To use Unicode on a field that can have indexes defined on it does require one single big
collation order table that determines the relative order of all the characters in Unicode. Surely
there must be a standard for this that is part of the Unicode spec? Or part of ISO/IEC 10646
spec?

One optimization doable on this would be to allow the user to declare tothe RDBMS what
subset of Unicode he is going to use. So, for instance, someone who is only handling
European languages might just say he wants to use 8859-1 thru 8859-9. Or a Japanese
company might throw in some more code pages but still not bring in code pages for
languages for which they do not create manuals.

That would make the collation table _much_ smaller.

I don't know anything about the collation order of Asian character sets. My guess though is
that each in toto is either greater or lesser than the various Euro pages.

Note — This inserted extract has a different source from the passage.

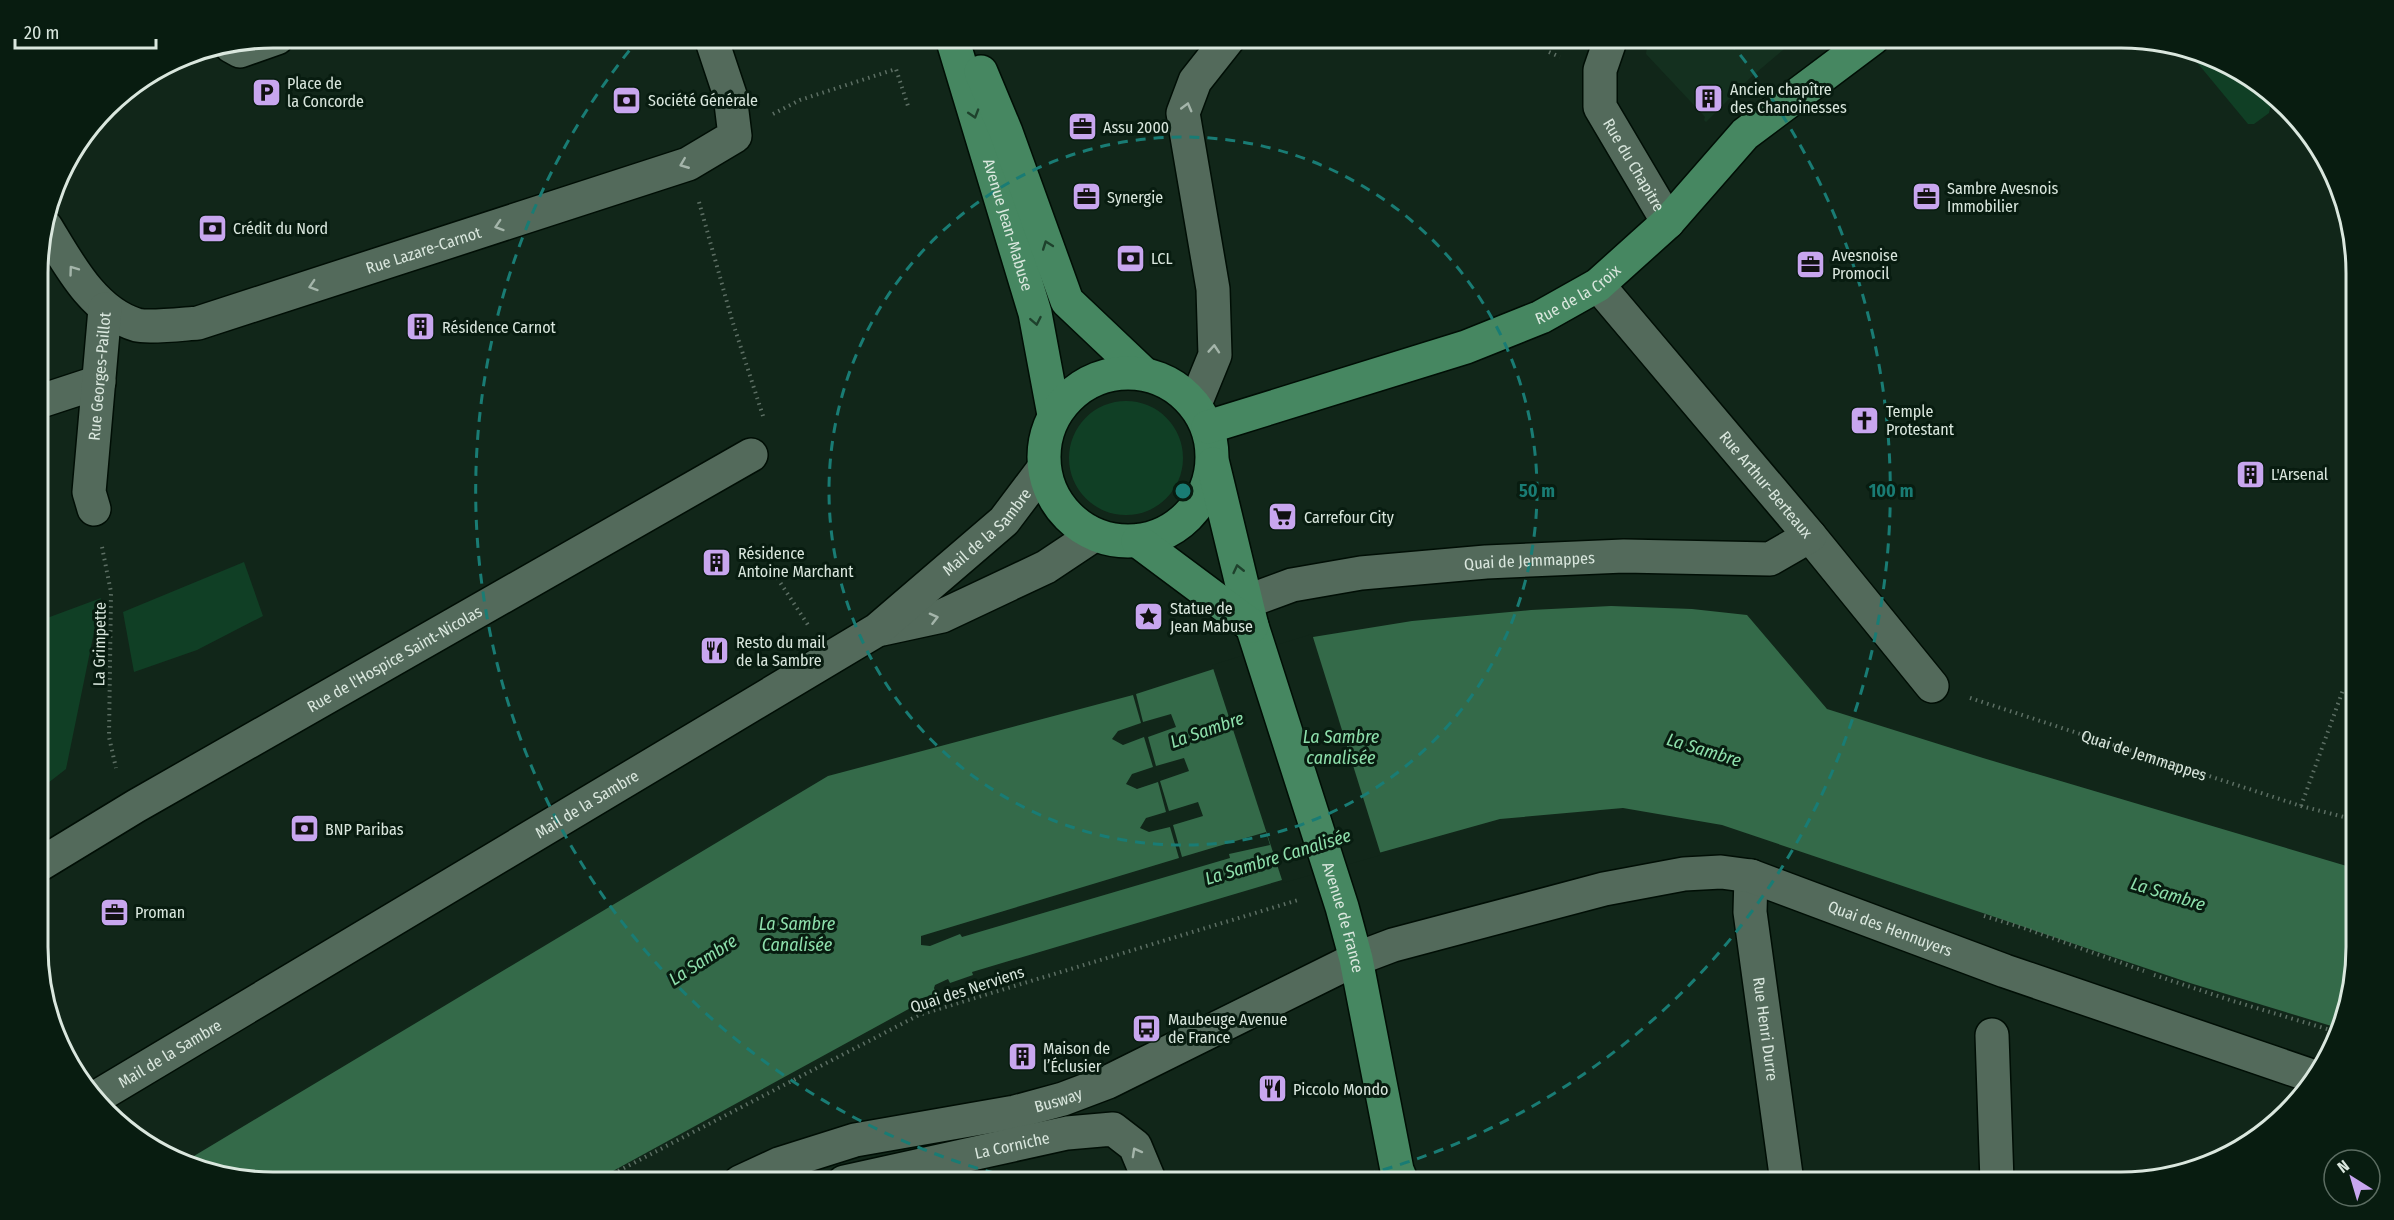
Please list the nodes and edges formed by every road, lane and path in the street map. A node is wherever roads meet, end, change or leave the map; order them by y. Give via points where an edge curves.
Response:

Though the non-
shifted part of Shift-JIS would be equal to its ASCII equivalents.

>My expectation (not the same as I'd like to see, necessarily, and not
>that my opinion counts -- I'm not a developer) would be that each
>database have a locale, and that this locale's collation order be used
>for indexing, LIKE, '<', '>' etc.

Characters like '<' and '>' already have standard collation orders vis a vis the other parts of
ASCII. I doubt these things vary by locale. But maybe I'm wrong.

>If you want to store data from
>multiple human languages using a locale that has Unicode for its
>character set would be appropriate/necessary.

So you are saying that the same characters can have a different collation order when they
appear in different locales even if they have the same encoding in all of them?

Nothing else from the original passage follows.